Il convient en conséquence de régulariser l'instance en prescrivant que le greffe notifie l'acte de recours à la société Laboratoires Poupina et que la procédure reprenne depuis le début, au contradictoire de celle-ci, en suivant les modalités prescrites aux articles R.411-26 et suivants du code de la procédure intellectuelle.
La cour relève au surplus qu'aucune disposition du code de la propriété intellectuelle ne prévoit qu'une partie n'étant pas demanderesse initiale à la procédure administrative en nullité devant l'INPI puisse intervenir volontairement à celle-ci, fût-ce après avoir acquis les droits de propriété industrielle sur la marque antérieure invoquée à l'appui de l'action.
L'article R. 712-6 du code de la procédure intellectuelle prévoit au contraire que la procédure en nullité ou en déchéance est clôturée lorsque le demandeur a perdu sa qualité pour agir.
Compte tenu de cette disposition, dont il pourrait découler qu'il incombait à l'INPI de clôturer la procédure en nullité introduite par la société Nec Plus Ultra Cosmetics plutôt que de considérer que la société Laboratoires Poupina s'était substitué à elle, il n'est pas opportun de considérer que le présent recours puisse être examiné hors la présence de la demanderesse initiale à la nullité.

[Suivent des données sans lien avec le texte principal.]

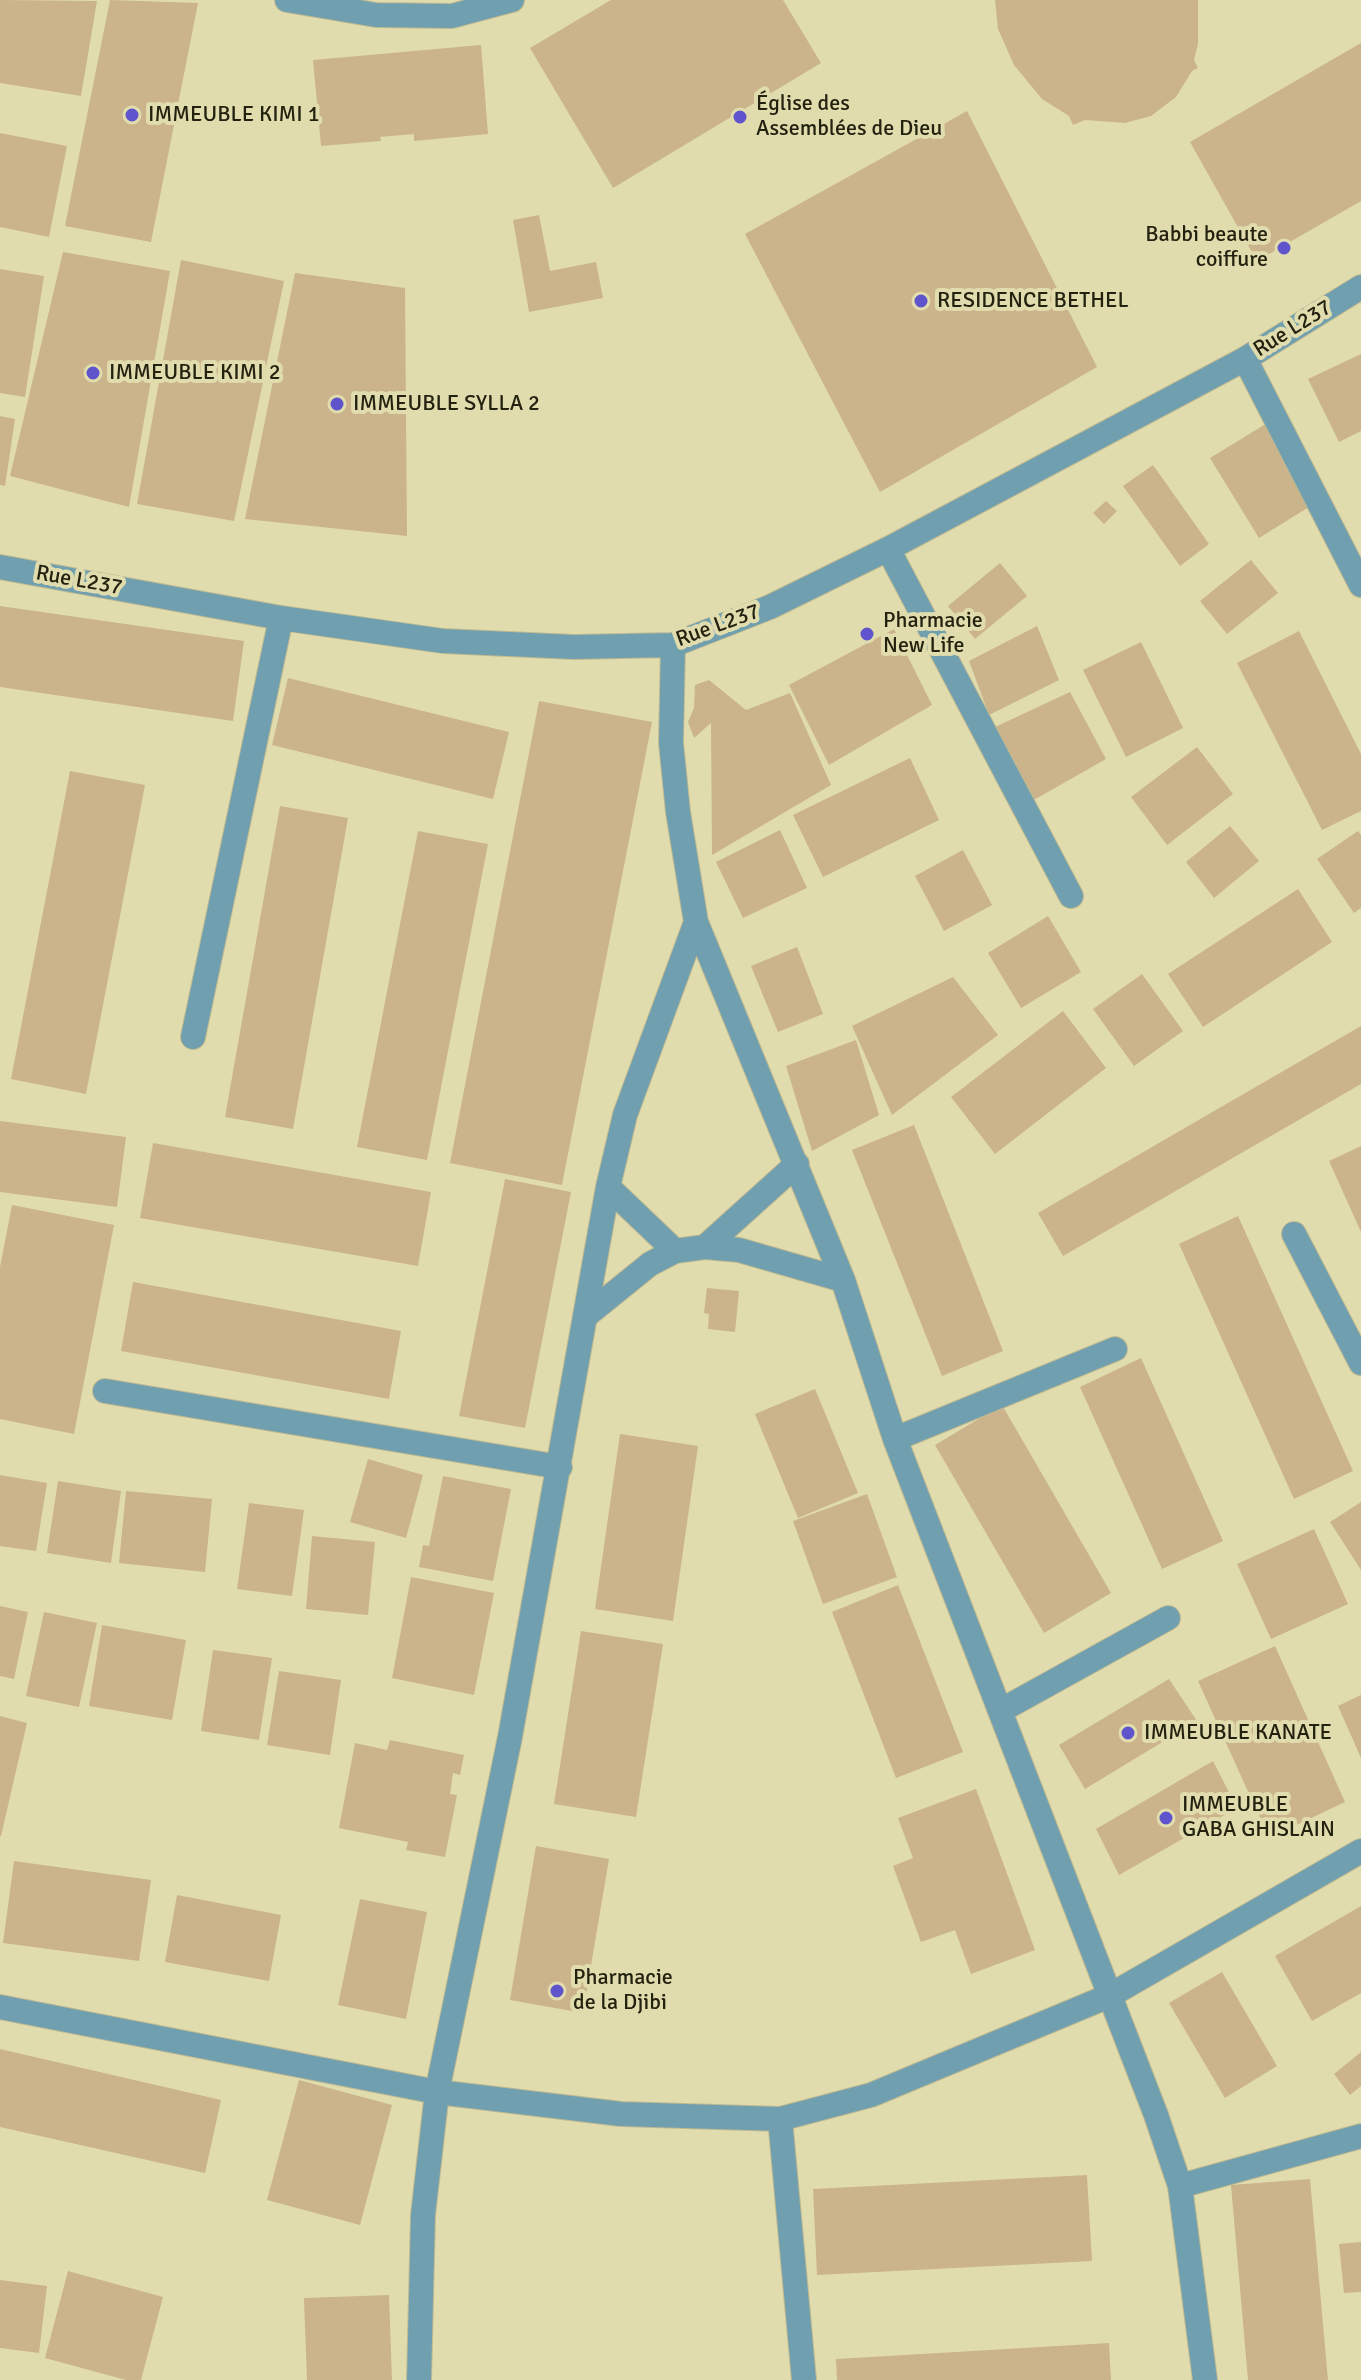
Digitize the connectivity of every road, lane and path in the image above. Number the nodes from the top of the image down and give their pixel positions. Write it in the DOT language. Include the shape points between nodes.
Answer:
graph roads {
  1 [pos="287,0"];
  2 [pos="512,0"];
  3 [pos="1361,287"];
  4 [pos="1245,359"];
  5 [pos="888,549"];
  6 [pos="0,567"];
  7 [pos="1361,585"];
  8 [pos="281,618"];
  9 [pos="673,645"];
  10 [pos="1071,896"];
  11 [pos="696,922"];
  12 [pos="193,1037"];
  13 [pos="797,1164"];
  14 [pos="608,1187"];
  15 [pos="1294,1234"];
  16 [pos="705,1247"];
  17 [pos="675,1251"];
  18 [pos="843,1280"];
  19 [pos="587,1315"];
  20 [pos="1115,1349"];
  21 [pos="1361,1363"];
  22 [pos="105,1391"];
  23 [pos="895,1439"];
  24 [pos="560,1467"];
  25 [pos="1168,1618"];
  26 [pos="1000,1711"];
  27 [pos="1361,1851"];
  28 [pos="1109,1996"];
  29 [pos="0,2007"];
  30 [pos="437,2092"];
  31 [pos="780,2119"];
  32 [pos="1361,2136"];
  33 [pos="1180,2186"];
  34 [pos="419,2380"];
  35 [pos="804,2380"];
  36 [pos="1205,2380"];
  1 -- 2 [label="street" via="376,15 452,16"];
  3 -- 4 [label="street, Rue L237"];
  4 -- 5 [label="street, Rue L237"];
  4 -- 7 [label="street"];
  5 -- 9 [label="street, Rue L237" via="770,607"];
  5 -- 10 [label="street"];
  6 -- 8 [label="street, Rue L237"];
  8 -- 9 [label="street, Rue L237" via="443,641"];
  8 -- 12 [label="street"];
  9 -- 11 [label="street" via="671,743"];
  11 -- 13 [label="street"];
  11 -- 14 [label="street" via="625,1115"];
  13 -- 16 [label="street"];
  13 -- 18 [label="street"];
  14 -- 17 [label="street"];
  14 -- 19 [label="street"];
  15 -- 21 [label="street"];
  16 -- 17 [label="street"];
  16 -- 18 [label="street" via="739,1250"];
  17 -- 19 [label="street" via="650,1264"];
  18 -- 23 [label="street"];
  19 -- 24 [label="street"];
  20 -- 23 [label="street"];
  22 -- 24 [label="street"];
  23 -- 26 [label="street"];
  24 -- 30 [label="street"];
  25 -- 26 [label="street"];
  26 -- 28 [label="street"];
  27 -- 28 [label="street"];
  28 -- 31 [label="street" via="871,2095"];
  28 -- 33 [label="street"];
  29 -- 30 [label="street"];
  30 -- 31 [label="street" via="621,2114"];
  30 -- 34 [label="street" via="423,2215"];
  31 -- 35 [label="street"];
  32 -- 33 [label="street"];
  33 -- 36 [label="street"];
}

La cour prescrit en conséquence que la société Nec Plus Ultra Cosmetics demeure partie à la présente instance.
Il convient enfin d'inviter les parties à conclure sur le point de savoir si l'éventuelle méconnaissance des dispositions de l'article R. 712-6 du code de la propriété intellectuelle peut avoir la moindre influence sur l'issue du recours exercé à hauteur de cour, étant raappelé que celui-ci constitue un recours en réformation déférant à la cour l'entier litige, pour qu'elle statue à nouveau en fait et en droit.
PAR CES MOTIFS
La cour, statuant par arrêt réputé contradictoire prononcé avant-dire droit,
- Ordonne la réouverture des débats et renvoie l'affaire à l'audience du jeudi 05 Mars 2026 à 13h30 salle MONTESQUIEU ;
- Dit qu'il appartiendra au greffe de Céans de notifier l'acte de recours à la société Laboratoires Poupina après que les parties lui auront communiqué les références complètes de ladite société;
- Dit que la présente instance reprendra alors au contradictoire de ladite société, ainsi qu'il est prévu aux articles R. 411-26 du code de la propriété intellectuelle ;
- Dit que la société Nec Plus Ultra Cosmetics demeure partie à la présente instance jusqu'à ce qu'il soit statué à nouveau ;
- Invite les parties à conclure sur le point de savoir si l'éventuelle méconnaissance des dispositions de l'article R. 712-6 du code de la propriété intellectuelle peut avoir la moindre influence sur l'issue du recours exercé à hauteur de cour, étant rappelé que celui-ci constitue un recours en réformation déférant à la cour l'entier litige, pour qu'elle statue à nouveau en fait et en droit ;
- Réserve les droits et prétentions des parties, ainsi que les dépens de l'instance.